Using the entries that follow, give only the number of lines with the word "Демократическая" in them.

[[ Records provided open ]]

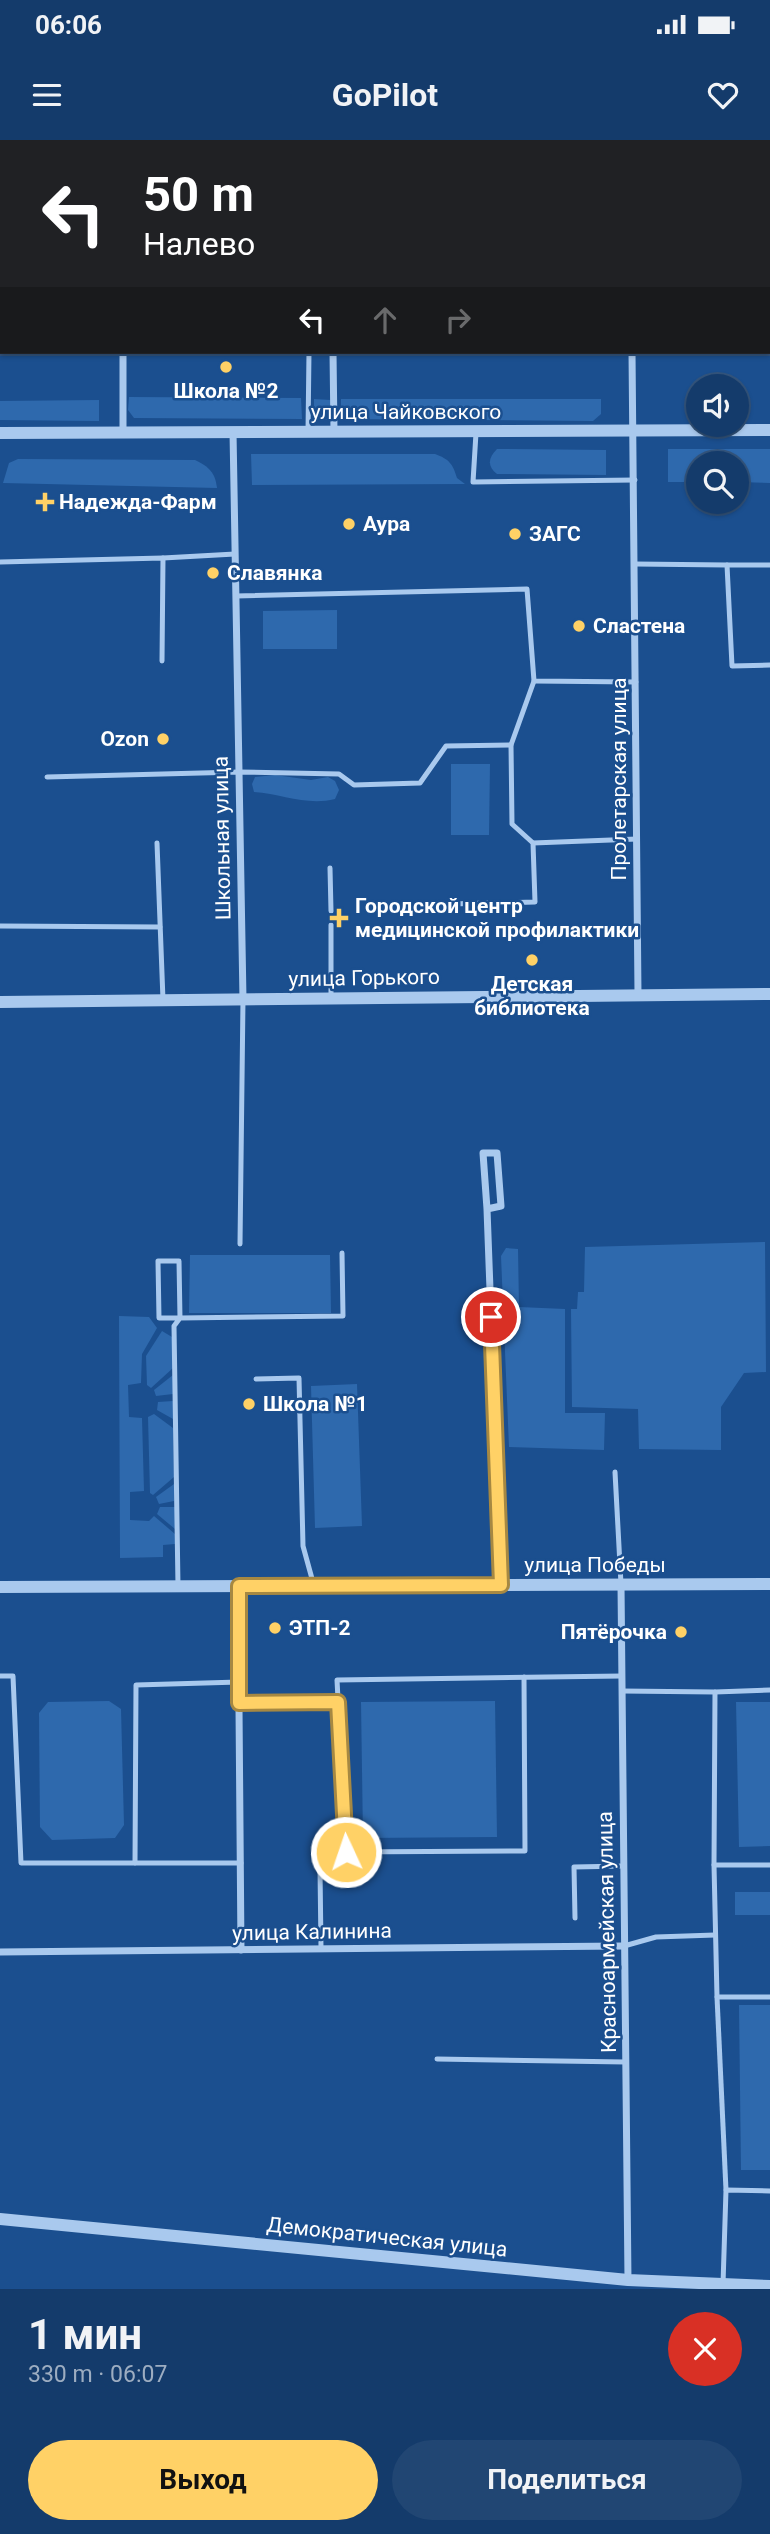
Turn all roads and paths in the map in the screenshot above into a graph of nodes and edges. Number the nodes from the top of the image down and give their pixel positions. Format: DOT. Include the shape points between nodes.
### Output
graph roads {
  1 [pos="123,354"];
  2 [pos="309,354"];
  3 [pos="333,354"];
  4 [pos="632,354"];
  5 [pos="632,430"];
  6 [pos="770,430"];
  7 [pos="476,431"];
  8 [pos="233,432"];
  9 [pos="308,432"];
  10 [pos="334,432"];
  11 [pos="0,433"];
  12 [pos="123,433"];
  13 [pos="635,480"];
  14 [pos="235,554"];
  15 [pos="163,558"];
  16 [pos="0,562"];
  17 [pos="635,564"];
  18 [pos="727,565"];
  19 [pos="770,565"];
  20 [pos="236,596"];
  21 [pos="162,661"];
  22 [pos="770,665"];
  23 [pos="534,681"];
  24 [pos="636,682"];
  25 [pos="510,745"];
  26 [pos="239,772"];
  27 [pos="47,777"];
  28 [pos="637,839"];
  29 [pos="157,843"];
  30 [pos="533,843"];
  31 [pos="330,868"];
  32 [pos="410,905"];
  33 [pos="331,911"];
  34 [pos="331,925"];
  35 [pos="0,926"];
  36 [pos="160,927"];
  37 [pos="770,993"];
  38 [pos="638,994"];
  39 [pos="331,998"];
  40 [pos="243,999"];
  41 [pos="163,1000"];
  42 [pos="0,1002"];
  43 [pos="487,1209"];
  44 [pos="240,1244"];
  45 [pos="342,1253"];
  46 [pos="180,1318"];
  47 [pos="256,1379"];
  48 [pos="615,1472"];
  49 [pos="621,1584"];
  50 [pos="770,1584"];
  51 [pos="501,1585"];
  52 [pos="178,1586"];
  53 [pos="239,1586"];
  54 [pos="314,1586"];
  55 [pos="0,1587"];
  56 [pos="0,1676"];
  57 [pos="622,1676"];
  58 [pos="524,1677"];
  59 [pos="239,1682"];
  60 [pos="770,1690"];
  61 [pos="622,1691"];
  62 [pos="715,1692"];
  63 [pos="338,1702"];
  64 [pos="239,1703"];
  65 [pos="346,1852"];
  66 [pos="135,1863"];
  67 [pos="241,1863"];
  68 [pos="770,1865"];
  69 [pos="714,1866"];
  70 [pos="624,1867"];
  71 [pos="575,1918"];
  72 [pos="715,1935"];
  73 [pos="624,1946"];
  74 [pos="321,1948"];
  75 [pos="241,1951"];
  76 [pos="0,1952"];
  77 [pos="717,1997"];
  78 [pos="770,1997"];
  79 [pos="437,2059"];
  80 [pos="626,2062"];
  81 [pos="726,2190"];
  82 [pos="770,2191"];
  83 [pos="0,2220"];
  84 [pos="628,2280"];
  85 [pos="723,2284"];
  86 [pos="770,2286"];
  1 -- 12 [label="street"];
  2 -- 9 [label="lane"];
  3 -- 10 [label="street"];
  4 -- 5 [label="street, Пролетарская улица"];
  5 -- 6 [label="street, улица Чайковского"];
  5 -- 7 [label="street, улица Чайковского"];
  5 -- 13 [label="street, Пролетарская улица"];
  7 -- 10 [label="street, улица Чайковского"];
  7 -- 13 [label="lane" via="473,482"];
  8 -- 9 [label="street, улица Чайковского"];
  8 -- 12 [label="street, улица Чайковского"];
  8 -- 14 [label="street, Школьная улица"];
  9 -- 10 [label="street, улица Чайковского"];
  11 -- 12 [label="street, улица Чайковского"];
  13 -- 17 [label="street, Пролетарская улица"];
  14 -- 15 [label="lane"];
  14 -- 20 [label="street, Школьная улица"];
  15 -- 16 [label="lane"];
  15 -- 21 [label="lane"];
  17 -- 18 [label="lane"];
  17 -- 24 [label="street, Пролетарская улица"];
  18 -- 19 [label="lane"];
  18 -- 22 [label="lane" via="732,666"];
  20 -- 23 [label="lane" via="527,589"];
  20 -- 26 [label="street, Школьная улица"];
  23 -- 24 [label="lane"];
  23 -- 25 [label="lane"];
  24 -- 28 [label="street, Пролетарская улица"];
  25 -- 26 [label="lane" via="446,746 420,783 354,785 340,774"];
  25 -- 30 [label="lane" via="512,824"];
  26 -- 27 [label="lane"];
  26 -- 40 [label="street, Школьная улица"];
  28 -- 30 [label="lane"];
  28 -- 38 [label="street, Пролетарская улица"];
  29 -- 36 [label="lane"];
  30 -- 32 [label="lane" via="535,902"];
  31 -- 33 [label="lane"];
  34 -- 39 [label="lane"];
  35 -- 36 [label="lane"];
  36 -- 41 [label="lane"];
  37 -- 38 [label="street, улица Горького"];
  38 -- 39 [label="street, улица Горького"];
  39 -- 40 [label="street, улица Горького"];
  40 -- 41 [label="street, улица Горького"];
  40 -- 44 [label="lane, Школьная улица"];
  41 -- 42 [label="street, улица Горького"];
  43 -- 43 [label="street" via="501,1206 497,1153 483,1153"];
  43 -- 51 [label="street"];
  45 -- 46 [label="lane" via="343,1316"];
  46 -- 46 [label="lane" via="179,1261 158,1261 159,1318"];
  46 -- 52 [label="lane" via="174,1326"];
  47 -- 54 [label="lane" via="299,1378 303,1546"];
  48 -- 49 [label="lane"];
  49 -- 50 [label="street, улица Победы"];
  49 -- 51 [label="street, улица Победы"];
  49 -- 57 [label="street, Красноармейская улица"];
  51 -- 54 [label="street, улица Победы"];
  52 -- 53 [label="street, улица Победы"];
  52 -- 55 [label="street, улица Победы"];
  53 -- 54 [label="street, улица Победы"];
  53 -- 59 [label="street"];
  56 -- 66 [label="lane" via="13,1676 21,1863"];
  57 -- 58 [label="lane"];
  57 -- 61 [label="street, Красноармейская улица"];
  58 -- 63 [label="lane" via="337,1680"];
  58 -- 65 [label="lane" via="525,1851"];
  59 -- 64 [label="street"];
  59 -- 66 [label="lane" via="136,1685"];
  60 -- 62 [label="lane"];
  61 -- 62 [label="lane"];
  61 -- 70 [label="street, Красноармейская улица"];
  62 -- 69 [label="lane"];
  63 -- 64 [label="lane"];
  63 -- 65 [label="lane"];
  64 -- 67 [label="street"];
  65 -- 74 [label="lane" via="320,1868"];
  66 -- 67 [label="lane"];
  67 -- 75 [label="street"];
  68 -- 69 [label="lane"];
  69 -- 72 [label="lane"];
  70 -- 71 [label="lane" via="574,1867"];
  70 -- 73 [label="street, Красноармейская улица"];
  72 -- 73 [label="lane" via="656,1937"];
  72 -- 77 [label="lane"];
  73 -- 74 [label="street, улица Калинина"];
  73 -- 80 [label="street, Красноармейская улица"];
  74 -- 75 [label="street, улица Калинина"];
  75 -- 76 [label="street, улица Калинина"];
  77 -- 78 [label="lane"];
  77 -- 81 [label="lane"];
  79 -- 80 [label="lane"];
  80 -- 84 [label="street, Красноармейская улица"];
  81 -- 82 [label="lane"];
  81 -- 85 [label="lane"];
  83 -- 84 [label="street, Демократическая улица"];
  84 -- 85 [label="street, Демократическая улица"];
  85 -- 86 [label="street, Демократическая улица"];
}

[[ Records provided closed ]]

* Result below
3